Task description: The word "Washington" may appear in some lines of the data; copy every such line.

[Saved data entries]
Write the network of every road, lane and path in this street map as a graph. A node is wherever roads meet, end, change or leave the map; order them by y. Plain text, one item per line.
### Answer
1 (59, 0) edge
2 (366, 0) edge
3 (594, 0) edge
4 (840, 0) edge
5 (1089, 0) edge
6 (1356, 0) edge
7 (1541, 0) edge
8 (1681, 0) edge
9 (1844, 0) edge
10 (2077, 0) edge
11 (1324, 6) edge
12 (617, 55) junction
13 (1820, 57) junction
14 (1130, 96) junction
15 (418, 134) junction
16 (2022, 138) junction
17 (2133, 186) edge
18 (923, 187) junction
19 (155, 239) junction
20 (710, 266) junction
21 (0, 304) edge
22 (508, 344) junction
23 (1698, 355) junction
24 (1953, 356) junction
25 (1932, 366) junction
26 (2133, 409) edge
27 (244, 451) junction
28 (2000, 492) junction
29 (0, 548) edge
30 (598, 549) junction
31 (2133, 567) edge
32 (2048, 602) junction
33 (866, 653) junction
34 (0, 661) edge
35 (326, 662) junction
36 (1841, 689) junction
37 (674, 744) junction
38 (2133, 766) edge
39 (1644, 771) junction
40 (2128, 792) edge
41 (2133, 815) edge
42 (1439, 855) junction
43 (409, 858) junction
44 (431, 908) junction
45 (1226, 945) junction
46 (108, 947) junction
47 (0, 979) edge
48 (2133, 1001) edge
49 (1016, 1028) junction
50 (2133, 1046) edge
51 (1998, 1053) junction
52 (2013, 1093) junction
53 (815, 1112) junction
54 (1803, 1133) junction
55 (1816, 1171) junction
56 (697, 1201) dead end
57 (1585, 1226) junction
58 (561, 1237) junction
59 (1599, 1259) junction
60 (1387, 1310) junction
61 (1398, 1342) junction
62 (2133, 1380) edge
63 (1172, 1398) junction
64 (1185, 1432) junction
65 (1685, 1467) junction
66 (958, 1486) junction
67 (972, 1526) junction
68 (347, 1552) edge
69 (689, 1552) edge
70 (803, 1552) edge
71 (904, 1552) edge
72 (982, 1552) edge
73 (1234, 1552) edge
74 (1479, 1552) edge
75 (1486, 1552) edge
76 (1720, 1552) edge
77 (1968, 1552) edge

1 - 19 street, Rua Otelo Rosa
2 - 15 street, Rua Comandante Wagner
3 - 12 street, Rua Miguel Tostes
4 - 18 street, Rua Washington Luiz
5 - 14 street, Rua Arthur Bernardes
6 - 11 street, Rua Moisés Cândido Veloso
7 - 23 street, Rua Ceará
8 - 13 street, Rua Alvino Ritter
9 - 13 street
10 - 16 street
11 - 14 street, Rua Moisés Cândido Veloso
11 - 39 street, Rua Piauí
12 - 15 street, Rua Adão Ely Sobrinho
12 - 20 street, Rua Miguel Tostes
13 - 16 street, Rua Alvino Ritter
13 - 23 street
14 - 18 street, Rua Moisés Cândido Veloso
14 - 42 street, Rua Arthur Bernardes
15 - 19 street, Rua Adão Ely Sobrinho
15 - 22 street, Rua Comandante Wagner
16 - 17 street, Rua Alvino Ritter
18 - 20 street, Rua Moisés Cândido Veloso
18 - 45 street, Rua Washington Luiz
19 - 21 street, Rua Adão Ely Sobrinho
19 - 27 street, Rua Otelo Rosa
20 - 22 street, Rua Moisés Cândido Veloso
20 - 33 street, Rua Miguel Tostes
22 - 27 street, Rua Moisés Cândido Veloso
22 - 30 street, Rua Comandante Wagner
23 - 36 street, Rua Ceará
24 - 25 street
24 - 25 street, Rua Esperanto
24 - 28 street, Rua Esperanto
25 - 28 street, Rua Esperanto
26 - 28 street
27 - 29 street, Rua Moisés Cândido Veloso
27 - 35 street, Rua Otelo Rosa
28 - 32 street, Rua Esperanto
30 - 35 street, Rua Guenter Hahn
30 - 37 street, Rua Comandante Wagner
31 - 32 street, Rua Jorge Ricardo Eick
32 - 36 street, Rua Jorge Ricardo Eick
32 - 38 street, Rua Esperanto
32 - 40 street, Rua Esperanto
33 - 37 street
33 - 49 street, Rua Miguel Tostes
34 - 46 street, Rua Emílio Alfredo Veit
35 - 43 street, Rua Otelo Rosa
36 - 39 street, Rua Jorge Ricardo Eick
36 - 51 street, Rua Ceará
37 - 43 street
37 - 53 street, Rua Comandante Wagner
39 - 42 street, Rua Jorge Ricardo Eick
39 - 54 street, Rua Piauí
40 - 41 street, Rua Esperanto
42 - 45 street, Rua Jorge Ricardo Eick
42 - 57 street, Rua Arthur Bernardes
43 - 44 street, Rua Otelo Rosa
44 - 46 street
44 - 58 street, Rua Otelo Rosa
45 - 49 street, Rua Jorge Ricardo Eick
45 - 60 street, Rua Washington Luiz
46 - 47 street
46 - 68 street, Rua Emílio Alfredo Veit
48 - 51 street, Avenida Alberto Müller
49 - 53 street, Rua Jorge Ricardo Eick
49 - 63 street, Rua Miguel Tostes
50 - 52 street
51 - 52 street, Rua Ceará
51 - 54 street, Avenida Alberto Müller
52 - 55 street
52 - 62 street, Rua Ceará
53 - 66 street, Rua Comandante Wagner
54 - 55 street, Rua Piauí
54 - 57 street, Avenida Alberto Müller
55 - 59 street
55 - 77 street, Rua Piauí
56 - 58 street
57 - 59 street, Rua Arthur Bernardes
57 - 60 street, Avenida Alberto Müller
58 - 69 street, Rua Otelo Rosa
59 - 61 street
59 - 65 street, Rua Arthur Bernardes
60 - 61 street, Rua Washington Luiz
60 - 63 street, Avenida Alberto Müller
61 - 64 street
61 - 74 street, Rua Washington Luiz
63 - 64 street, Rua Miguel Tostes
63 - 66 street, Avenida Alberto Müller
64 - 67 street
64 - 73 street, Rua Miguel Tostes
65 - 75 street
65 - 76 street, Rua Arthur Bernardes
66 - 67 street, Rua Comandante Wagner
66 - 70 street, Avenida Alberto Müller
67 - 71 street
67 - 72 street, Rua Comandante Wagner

Finished task:
4 - 18 street, Rua Washington Luiz
18 - 45 street, Rua Washington Luiz
45 - 60 street, Rua Washington Luiz
60 - 61 street, Rua Washington Luiz
61 - 74 street, Rua Washington Luiz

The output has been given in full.